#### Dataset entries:
BEGIN

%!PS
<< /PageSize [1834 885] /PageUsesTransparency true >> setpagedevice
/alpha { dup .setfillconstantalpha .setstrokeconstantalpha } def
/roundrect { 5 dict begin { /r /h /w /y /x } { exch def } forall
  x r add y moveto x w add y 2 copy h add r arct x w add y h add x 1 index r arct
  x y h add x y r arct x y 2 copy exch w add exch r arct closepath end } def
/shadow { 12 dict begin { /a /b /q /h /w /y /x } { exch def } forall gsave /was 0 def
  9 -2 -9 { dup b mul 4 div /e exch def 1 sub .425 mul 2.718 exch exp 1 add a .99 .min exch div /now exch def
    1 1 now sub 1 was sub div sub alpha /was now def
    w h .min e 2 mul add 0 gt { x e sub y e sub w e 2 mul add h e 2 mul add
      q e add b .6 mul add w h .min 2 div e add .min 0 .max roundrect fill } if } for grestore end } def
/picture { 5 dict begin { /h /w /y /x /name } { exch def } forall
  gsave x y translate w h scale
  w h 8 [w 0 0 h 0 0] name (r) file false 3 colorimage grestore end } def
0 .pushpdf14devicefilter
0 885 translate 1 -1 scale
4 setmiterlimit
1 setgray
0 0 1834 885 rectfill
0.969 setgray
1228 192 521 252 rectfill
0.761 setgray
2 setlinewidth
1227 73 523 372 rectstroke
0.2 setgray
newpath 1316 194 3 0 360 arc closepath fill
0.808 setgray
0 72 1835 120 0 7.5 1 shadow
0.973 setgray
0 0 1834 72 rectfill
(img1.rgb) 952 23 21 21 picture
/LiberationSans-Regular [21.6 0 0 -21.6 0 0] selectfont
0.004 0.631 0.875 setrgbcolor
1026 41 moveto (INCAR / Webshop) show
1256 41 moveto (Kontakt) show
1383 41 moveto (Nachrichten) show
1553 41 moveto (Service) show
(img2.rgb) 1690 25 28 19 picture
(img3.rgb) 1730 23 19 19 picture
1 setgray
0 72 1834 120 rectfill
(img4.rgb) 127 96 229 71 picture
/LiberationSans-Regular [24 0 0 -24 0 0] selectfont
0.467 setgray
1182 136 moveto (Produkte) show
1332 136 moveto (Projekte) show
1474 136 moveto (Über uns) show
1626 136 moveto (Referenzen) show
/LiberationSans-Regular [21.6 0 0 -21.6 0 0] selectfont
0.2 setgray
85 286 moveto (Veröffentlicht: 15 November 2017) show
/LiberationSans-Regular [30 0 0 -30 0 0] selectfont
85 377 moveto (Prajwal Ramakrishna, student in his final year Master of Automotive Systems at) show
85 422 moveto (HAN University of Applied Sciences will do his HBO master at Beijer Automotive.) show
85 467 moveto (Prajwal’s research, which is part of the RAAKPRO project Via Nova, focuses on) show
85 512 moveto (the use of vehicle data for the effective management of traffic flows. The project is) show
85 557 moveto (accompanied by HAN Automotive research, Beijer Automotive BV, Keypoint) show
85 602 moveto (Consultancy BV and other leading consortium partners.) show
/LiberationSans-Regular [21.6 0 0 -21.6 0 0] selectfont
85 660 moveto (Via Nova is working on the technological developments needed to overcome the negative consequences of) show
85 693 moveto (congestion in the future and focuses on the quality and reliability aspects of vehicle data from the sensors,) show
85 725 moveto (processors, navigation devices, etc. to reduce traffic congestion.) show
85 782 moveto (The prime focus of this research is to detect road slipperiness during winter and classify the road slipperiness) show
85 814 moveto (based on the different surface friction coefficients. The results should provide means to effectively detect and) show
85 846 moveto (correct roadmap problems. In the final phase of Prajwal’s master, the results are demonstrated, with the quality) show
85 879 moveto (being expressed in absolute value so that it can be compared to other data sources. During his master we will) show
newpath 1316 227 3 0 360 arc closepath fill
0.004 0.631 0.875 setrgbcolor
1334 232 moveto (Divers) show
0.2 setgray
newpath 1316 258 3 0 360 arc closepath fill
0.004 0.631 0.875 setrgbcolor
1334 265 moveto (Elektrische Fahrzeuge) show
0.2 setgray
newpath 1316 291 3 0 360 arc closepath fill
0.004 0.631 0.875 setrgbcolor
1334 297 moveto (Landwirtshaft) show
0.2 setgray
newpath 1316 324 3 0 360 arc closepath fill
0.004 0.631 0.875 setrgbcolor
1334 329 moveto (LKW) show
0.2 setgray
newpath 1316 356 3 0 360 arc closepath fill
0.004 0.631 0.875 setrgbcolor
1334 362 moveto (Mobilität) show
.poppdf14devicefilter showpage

END
BEGIN

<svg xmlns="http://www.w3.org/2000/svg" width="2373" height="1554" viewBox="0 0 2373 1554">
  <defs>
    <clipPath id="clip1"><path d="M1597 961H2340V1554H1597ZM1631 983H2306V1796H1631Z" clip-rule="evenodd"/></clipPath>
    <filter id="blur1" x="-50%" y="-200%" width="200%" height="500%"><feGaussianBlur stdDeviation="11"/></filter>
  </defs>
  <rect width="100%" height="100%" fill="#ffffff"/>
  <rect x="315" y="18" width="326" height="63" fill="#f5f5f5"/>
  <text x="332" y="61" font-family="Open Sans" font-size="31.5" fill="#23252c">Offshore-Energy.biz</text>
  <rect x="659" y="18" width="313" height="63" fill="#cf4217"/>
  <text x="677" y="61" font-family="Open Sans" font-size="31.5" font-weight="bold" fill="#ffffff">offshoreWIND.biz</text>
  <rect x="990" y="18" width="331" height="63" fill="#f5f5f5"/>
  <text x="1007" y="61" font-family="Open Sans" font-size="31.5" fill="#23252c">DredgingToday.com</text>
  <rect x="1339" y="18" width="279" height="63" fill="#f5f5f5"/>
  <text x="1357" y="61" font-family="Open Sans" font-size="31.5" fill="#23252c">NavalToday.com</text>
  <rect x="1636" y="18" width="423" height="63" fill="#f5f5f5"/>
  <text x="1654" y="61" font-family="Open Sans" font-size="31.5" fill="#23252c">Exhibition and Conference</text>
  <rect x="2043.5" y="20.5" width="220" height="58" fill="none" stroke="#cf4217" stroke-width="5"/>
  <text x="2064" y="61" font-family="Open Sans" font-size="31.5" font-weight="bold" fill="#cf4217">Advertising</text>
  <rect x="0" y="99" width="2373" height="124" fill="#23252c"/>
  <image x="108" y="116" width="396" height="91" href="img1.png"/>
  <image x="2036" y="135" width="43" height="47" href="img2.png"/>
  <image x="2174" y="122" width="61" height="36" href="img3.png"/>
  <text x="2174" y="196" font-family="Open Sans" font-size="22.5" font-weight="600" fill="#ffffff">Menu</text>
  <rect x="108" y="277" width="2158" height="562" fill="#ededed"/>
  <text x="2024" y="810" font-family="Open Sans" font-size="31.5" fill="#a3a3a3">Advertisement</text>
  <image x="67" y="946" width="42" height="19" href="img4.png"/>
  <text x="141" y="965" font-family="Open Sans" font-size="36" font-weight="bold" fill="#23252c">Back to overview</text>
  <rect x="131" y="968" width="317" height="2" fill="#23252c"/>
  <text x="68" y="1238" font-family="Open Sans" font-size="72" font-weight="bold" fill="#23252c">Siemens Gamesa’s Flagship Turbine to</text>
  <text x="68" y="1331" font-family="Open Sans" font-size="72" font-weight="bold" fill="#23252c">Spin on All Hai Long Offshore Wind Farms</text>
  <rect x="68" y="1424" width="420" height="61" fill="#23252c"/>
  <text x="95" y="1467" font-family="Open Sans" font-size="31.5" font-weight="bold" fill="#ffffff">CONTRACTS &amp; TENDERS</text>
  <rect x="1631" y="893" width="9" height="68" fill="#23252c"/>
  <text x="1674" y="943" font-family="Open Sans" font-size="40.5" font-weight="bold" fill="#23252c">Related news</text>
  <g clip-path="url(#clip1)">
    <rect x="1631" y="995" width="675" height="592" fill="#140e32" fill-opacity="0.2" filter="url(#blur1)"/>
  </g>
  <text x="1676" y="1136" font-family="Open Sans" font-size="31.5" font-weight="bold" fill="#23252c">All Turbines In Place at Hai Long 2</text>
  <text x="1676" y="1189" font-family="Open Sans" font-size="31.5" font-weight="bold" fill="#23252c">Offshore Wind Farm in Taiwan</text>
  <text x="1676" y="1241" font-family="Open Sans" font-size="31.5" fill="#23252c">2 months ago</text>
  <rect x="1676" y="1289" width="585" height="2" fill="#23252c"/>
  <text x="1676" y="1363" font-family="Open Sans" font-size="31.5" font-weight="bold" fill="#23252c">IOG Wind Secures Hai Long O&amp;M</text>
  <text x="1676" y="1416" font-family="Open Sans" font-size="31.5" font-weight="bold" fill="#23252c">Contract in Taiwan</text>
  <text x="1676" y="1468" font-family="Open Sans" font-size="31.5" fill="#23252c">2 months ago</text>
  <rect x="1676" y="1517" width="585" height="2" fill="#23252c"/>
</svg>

END

#### Work order:
Give the number of lines in the records above that contain the word "translate", and nothing more.

#### Solution to the problem:
2